ACTIVITY:
Show every line from the data below that includes "dead".
==========
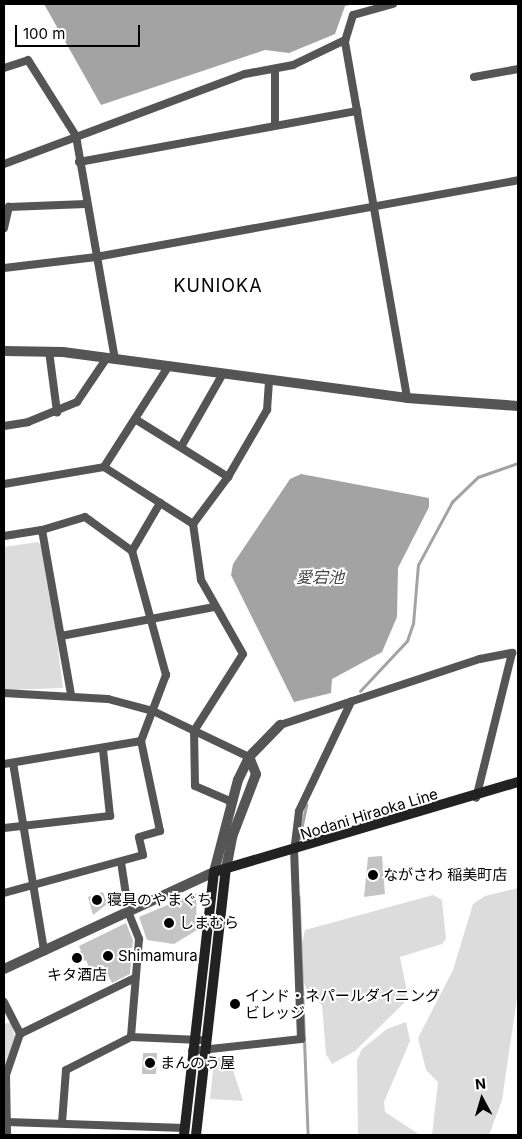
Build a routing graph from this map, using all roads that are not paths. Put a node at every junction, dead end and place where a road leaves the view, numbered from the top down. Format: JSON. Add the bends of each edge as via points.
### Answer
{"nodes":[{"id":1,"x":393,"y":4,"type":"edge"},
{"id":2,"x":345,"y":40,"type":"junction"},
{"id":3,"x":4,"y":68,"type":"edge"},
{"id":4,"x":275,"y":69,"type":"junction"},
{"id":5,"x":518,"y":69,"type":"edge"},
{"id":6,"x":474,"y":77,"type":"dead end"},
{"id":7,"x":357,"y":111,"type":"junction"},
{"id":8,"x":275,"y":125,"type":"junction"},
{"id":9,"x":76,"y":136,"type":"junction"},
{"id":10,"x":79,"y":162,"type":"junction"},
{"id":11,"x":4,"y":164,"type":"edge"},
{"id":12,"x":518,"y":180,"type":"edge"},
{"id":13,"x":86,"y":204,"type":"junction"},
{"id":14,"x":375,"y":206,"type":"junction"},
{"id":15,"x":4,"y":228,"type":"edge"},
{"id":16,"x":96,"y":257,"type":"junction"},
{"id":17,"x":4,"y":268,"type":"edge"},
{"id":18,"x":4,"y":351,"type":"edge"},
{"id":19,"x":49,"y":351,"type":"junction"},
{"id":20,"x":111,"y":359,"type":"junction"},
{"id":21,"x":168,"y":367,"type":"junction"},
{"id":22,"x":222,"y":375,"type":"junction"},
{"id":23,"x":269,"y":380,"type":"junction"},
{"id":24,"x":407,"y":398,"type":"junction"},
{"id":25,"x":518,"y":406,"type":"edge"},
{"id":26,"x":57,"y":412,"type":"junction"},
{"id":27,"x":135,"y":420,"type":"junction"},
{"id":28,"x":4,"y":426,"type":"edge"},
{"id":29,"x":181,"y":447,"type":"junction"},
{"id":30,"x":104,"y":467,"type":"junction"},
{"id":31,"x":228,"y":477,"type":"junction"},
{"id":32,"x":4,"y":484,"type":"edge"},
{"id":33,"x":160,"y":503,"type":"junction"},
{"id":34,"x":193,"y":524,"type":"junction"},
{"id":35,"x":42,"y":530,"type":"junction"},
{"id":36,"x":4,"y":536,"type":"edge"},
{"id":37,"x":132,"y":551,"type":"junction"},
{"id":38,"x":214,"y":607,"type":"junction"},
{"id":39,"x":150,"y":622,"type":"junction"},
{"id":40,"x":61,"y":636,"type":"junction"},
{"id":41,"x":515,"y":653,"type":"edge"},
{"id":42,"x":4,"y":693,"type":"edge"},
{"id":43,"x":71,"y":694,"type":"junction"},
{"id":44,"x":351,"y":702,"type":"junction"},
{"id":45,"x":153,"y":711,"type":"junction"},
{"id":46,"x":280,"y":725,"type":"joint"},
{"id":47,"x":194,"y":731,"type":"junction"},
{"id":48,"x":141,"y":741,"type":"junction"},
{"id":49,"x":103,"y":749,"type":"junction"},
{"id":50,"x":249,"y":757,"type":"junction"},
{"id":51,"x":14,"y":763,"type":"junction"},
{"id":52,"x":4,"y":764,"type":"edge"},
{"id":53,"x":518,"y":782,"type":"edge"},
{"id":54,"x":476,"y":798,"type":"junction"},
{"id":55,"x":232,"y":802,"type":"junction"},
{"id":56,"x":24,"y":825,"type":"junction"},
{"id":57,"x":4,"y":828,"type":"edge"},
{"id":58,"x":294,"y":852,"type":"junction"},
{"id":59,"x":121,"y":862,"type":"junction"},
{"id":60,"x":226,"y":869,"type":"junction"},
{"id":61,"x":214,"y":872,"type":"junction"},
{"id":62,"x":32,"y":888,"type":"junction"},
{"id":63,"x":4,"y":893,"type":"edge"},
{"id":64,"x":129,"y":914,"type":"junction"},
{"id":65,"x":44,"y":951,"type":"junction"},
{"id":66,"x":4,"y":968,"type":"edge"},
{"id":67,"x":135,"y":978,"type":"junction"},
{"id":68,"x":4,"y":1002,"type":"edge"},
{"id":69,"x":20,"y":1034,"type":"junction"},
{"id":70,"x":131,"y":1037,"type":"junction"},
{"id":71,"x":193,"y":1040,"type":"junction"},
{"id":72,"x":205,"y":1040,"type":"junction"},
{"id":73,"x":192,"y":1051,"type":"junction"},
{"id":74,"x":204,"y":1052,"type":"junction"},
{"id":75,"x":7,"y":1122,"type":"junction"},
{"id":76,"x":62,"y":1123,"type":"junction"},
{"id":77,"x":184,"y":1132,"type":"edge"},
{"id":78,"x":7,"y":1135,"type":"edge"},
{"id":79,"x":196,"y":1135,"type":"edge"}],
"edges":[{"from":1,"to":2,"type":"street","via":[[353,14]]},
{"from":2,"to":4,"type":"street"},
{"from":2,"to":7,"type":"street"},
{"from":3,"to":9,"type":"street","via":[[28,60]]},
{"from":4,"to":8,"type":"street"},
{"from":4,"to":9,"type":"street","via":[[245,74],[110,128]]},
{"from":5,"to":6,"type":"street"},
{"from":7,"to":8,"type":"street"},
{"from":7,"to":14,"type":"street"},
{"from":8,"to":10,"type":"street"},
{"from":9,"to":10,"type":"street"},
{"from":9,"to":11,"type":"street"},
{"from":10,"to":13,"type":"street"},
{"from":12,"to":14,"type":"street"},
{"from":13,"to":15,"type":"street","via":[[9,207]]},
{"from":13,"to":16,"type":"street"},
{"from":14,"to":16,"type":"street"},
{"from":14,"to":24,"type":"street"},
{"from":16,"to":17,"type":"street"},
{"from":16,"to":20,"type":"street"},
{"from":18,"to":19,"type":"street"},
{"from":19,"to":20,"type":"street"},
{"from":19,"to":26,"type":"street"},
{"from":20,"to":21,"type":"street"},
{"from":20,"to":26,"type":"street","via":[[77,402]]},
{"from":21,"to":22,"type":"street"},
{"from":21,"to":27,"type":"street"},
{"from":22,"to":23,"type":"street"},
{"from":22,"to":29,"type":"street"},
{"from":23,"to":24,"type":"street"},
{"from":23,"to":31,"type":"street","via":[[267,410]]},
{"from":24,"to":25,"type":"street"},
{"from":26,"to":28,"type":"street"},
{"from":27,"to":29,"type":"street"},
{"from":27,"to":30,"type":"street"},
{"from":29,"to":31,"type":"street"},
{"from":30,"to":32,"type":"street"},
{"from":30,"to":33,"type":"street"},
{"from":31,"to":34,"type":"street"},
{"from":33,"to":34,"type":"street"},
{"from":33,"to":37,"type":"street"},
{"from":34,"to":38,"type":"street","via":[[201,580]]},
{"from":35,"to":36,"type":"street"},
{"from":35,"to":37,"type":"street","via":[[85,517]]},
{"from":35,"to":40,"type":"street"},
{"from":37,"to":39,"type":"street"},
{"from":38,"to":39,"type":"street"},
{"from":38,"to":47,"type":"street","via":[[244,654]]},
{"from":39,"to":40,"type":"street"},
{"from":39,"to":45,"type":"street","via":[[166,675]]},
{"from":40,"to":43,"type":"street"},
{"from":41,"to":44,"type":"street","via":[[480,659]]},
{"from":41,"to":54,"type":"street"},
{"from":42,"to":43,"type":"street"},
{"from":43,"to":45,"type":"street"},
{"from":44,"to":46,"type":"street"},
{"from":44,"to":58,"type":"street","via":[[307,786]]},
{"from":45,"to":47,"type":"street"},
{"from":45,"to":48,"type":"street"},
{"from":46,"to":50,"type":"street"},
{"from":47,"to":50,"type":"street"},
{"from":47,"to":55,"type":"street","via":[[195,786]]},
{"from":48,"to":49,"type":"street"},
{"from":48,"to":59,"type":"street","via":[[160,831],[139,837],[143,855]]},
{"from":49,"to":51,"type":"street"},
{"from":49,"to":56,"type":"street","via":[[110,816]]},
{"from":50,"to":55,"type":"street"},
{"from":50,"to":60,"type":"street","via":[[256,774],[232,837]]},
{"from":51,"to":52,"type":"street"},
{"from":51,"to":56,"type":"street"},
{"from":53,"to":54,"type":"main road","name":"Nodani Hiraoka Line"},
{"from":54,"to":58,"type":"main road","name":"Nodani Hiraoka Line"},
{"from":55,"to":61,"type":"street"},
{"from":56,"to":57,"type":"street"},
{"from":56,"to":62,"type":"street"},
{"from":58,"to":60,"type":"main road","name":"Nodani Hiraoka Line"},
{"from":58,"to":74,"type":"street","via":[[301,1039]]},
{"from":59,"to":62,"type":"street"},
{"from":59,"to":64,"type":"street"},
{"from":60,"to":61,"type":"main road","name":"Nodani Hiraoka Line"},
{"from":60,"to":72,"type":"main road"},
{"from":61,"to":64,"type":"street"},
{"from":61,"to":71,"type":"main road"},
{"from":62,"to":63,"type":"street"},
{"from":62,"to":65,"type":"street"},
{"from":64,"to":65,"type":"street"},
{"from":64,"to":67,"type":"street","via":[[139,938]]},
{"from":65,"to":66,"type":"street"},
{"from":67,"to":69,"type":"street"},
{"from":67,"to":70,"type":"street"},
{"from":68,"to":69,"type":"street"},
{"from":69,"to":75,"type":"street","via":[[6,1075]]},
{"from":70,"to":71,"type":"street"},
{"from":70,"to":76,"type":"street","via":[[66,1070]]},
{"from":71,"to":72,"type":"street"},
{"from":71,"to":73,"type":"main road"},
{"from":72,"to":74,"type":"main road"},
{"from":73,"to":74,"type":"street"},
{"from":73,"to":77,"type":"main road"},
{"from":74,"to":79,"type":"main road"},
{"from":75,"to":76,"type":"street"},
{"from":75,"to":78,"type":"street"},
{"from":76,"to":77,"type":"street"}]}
==========
REPLY:
Build a routing graph from this map, using all roads that are not paths. Put a node at every junction, dead end and place where a road leaves the view, numbered from the top down. Format: JSON. Add the bends of each edge as via points.
{"id":6,"x":474,"y":77,"type":"dead end"},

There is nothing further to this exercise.